(Collected data)
-.-.-

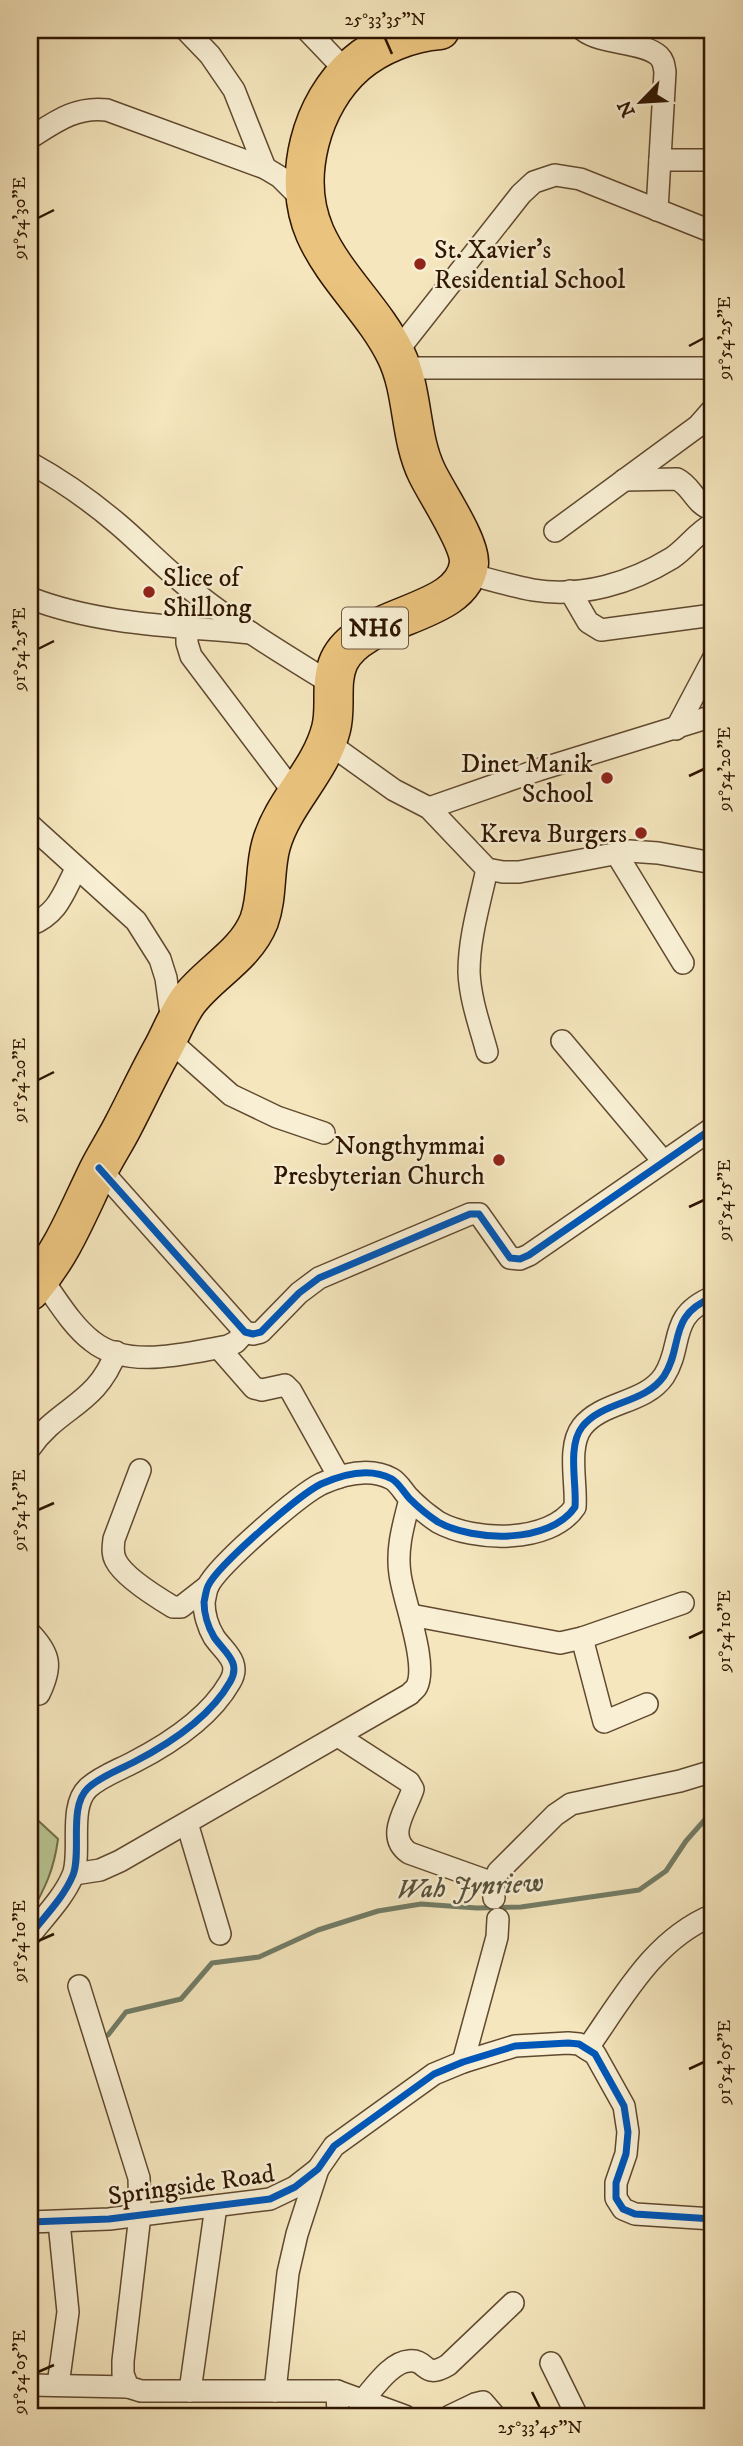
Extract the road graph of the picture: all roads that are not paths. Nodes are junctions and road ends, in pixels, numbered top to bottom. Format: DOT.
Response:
graph roads {
  1 [pos="186,30"];
  2 [pos="307,30"];
  3 [pos="440,30"];
  4 [pos="583,30"];
  5 [pos="347,72"];
  6 [pos="30,138"];
  7 [pos="660,160"];
  8 [pos="713,160"];
  9 [pos="265,168"];
  10 [pos="306,204"];
  11 [pos="657,210"];
  12 [pos="713,232"];
  13 [pos="398,361"];
  14 [pos="713,368"];
  15 [pos="713,409"];
  16 [pos="30,464"];
  17 [pos="624,480"];
  18 [pos="713,510"];
  19 [pos="713,524"];
  20 [pos="555,531"];
  21 [pos="466,573"];
  22 [pos="570,591"];
  23 [pos="30,597"];
  24 [pos="713,615"];
  25 [pos="187,627"];
  26 [pos="253,633"];
  27 [pos="713,659"];
  28 [pos="332,684"];
  29 [pos="713,716"];
  30 [pos="676,729"];
  31 [pos="327,742"];
  32 [pos="295,794"];
  33 [pos="429,808"];
  34 [pos="30,825"];
  35 [pos="616,853"];
  36 [pos="713,863"];
  37 [pos="76,869"];
  38 [pos="487,869"];
  39 [pos="30,925"];
  40 [pos="683,963"];
  41 [pos="170,1034"];
  42 [pos="562,1041"];
  43 [pos="488,1052"];
  44 [pos="713,1128"];
  45 [pos="324,1133"];
  46 [pos="663,1161"];
  47 [pos="99,1168"];
  48 [pos="35,1284"];
  49 [pos="713,1297"];
  50 [pos="245,1332"];
  51 [pos="219,1348"];
  52 [pos="117,1352"];
  53 [pos="30,1448"];
  54 [pos="140,1470"];
  55 [pos="339,1477"];
  56 [pos="410,1499"];
  57 [pos="208,1586"];
  58 [pos="683,1603"];
  59 [pos="411,1615"];
  60 [pos="30,1633"];
  61 [pos="582,1638"];
  62 [pos="39,1693"];
  63 [pos="647,1704"];
  64 [pos="338,1736"];
  65 [pos="713,1771"];
  66 [pos="187,1823"];
  67 [pos="74,1874"];
  68 [pos="713,1916"];
  69 [pos="498,1919"];
  70 [pos="220,1934"];
  71 [pos="30,1935"];
  72 [pos="79,1986"];
  73 [pos="587,2049"];
  74 [pos="463,2062"];
  75 [pos="318,2169"];
  76 [pos="216,2206"];
  77 [pos="140,2216"];
  78 [pos="713,2219"];
  79 [pos="30,2222"];
  80 [pos="59,2222"];
  81 [pos="513,2303"];
  82 [pos="551,2363"];
  83 [pos="30,2385"];
  84 [pos="58,2385"];
  85 [pos="128,2386"];
  86 [pos="190,2391"];
  87 [pos="275,2391"];
  88 [pos="337,2391"];
  89 [pos="363,2400"];
  90 [pos="338,2416"];
  91 [pos="405,2416"];
  92 [pos="450,2416"];
  93 [pos="495,2416"];
  94 [pos="578,2416"];
  1 -- 9 [label="street"];
  2 -- 5 [label="street"];
  3 -- 5 [label="highway"];
  4 -- 7 [label="street"];
  5 -- 10 [label="highway"];
  6 -- 9 [label="street"];
  7 -- 8 [label="street"];
  7 -- 11 [label="street"];
  9 -- 10 [label="street"];
  10 -- 13 [label="highway"];
  11 -- 12 [label="street"];
  11 -- 13 [label="street"];
  13 -- 14 [label="street"];
  13 -- 21 [label="highway"];
  15 -- 17 [label="street"];
  16 -- 26 [label="street"];
  17 -- 18 [label="street"];
  17 -- 20 [label="street"];
  19 -- 22 [label="street"];
  21 -- 22 [label="street"];
  21 -- 28 [label="highway, NH6 / NH6"];
  22 -- 24 [label="street"];
  23 -- 25 [label="street"];
  25 -- 26 [label="street"];
  25 -- 32 [label="street"];
  26 -- 28 [label="street"];
  27 -- 30 [label="street"];
  28 -- 31 [label="highway, NH6 / NH6"];
  29 -- 30 [label="street"];
  30 -- 33 [label="street"];
  31 -- 32 [label="highway, NH6 / NH6"];
  31 -- 33 [label="street"];
  32 -- 41 [label="highway, NH6 / NH6"];
  33 -- 38 [label="street"];
  34 -- 37 [label="street"];
  35 -- 36 [label="street"];
  35 -- 38 [label="street"];
  35 -- 40 [label="street"];
  37 -- 39 [label="street"];
  37 -- 41 [label="street"];
  38 -- 43 [label="street"];
  41 -- 45 [label="street"];
  41 -- 47 [label="highway, NH6 / NH6"];
  42 -- 46 [label="street"];
  44 -- 46 [label="street"];
  46 -- 50 [label="street"];
  47 -- 48 [label="highway, NH6 / NH6"];
  47 -- 50 [label="street"];
  48 -- 52 [label="street"];
  49 -- 56 [label="street"];
  50 -- 51 [label="street"];
  51 -- 52 [label="street"];
  51 -- 55 [label="street"];
  52 -- 53 [label="street"];
  54 -- 57 [label="street"];
  55 -- 56 [label="street"];
  55 -- 57 [label="street"];
  56 -- 59 [label="street"];
  57 -- 67 [label="street"];
  58 -- 61 [label="street"];
  59 -- 61 [label="street"];
  59 -- 64 [label="street"];
  60 -- 62 [label="street"];
  61 -- 63 [label="street"];
  64 -- 65 [label="street"];
  64 -- 66 [label="street"];
  66 -- 67 [label="street"];
  66 -- 70 [label="street"];
  67 -- 71 [label="street"];
  68 -- 73 [label="street"];
  69 -- 74 [label="street"];
  72 -- 77 [label="street"];
  73 -- 74 [label="street, Springside Road"];
  73 -- 78 [label="street"];
  74 -- 75 [label="street, Springside Road"];
  75 -- 76 [label="street, Springside Road"];
  75 -- 87 [label="street"];
  76 -- 77 [label="street, Springside Road"];
  76 -- 86 [label="street"];
  77 -- 80 [label="street, Springside Road"];
  77 -- 85 [label="street"];
  79 -- 80 [label="street, Springside Road"];
  80 -- 84 [label="street"];
  81 -- 89 [label="street"];
  82 -- 94 [label="street"];
  83 -- 84 [label="street"];
  84 -- 85 [label="street"];
  85 -- 86 [label="street"];
  86 -- 87 [label="street"];
  87 -- 88 [label="street"];
  88 -- 89 [label="street"];
  88 -- 90 [label="street"];
  89 -- 91 [label="street"];
  92 -- 93 [label="street"];
}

-.-.-

WORK ITEM: Wherever the string "graph" appears in the entries above, list that line.

SOLUTION:
Extract the road graph of the picture: all roads that are not paths. Nodes are junctions and road ends, in pixels, numbered top to bottom. Format: DOT.
graph roads {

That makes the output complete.